(Dataset entries)
* * * * * * *

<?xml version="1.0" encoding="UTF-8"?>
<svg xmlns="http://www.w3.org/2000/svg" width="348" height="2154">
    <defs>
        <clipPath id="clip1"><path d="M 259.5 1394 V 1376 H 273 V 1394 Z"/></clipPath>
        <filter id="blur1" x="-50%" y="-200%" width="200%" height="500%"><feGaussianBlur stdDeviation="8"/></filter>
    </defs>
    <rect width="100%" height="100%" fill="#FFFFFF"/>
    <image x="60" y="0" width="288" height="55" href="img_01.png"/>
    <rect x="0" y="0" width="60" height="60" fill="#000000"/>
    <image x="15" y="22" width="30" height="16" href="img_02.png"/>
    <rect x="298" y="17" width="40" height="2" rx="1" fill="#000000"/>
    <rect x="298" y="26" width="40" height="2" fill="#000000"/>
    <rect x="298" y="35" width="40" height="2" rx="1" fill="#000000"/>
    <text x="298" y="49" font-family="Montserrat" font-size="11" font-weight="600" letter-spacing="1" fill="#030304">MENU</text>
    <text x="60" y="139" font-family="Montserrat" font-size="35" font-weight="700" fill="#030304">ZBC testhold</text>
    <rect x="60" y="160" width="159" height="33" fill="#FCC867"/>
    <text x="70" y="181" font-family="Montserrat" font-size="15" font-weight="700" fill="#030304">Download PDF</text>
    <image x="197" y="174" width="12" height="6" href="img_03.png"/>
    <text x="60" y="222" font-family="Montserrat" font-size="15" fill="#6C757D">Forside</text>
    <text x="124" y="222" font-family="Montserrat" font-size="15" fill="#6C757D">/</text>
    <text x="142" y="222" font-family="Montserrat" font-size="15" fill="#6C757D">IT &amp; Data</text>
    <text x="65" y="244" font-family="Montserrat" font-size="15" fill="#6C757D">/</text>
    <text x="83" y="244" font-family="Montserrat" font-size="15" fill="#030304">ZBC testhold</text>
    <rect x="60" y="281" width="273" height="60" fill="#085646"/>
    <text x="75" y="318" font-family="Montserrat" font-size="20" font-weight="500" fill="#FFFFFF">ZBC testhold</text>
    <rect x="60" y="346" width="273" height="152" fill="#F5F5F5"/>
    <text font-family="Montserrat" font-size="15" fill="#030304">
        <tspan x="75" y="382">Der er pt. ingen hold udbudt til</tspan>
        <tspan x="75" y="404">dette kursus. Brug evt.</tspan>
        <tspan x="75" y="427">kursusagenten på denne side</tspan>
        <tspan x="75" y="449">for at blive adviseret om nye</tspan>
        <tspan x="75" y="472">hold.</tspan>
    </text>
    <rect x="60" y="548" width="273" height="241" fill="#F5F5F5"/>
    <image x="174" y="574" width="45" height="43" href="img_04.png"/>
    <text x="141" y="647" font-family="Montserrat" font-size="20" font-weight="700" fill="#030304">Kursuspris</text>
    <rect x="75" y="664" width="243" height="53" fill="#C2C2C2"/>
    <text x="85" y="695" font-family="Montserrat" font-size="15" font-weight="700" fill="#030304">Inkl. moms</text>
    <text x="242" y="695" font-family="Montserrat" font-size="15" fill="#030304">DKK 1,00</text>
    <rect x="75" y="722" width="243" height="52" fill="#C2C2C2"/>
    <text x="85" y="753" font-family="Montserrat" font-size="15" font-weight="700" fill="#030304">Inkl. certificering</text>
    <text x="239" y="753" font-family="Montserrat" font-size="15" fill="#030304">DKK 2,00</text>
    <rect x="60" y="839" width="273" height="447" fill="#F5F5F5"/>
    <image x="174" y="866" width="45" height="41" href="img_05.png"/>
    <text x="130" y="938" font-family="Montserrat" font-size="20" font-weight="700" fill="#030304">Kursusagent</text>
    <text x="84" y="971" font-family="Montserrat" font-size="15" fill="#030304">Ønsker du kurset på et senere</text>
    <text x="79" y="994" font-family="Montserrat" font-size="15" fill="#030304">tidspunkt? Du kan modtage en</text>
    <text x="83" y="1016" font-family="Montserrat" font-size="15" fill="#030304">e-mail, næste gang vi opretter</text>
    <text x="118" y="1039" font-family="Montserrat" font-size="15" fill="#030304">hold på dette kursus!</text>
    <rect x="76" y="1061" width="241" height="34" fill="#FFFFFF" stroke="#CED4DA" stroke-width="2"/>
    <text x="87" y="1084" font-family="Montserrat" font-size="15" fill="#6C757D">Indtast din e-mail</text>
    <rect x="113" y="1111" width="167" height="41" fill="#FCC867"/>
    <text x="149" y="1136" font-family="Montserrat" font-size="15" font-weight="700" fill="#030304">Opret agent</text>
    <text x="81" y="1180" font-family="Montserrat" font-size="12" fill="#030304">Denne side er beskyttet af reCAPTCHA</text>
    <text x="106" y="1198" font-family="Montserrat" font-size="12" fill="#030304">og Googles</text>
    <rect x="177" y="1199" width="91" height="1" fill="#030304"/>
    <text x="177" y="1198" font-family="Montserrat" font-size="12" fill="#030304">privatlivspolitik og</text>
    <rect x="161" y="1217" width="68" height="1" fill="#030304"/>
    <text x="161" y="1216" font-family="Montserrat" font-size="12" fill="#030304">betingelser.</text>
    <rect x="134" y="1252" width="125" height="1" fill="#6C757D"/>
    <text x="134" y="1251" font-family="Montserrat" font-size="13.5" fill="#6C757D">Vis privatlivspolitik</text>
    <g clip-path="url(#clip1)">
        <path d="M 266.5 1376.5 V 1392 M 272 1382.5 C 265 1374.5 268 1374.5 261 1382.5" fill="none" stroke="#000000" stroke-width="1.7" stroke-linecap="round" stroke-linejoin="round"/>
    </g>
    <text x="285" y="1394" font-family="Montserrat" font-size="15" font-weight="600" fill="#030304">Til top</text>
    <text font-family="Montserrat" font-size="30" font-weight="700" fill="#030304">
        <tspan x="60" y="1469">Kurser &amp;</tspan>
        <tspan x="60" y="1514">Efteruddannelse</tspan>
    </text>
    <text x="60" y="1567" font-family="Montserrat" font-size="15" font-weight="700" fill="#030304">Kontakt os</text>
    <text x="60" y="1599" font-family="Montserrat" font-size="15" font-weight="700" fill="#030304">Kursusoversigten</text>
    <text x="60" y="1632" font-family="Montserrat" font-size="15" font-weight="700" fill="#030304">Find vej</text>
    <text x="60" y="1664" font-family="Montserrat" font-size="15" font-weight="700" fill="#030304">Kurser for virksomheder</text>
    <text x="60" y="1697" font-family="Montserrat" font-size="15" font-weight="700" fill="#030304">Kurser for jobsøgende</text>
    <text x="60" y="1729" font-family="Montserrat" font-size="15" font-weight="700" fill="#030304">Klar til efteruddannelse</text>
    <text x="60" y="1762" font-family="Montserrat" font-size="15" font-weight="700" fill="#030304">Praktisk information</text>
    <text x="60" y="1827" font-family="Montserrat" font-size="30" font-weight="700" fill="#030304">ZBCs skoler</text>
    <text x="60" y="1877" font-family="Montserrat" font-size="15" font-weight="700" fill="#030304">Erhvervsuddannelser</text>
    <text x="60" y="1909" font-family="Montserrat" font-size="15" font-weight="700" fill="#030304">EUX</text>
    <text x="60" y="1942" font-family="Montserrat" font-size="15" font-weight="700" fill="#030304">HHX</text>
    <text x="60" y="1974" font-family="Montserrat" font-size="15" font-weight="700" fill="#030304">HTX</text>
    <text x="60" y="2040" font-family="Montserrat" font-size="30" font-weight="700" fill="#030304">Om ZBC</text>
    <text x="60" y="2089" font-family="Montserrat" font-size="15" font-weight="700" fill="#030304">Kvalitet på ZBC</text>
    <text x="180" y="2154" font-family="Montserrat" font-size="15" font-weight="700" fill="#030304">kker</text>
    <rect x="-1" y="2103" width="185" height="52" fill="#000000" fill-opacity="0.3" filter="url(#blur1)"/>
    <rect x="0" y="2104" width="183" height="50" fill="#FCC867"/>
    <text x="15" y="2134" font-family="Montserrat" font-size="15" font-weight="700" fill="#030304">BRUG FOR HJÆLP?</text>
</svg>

* * * * * * *

■ The task
Would you print exactly the lines from the first line of the entries above through the line that has "259.5 1394 V", both included, and stop there?

■ Reply
<?xml version="1.0" encoding="UTF-8"?>
<svg xmlns="http://www.w3.org/2000/svg" width="348" height="2154">
    <defs>
        <clipPath id="clip1"><path d="M 259.5 1394 V 1376 H 273 V 1394 Z"/></clipPath>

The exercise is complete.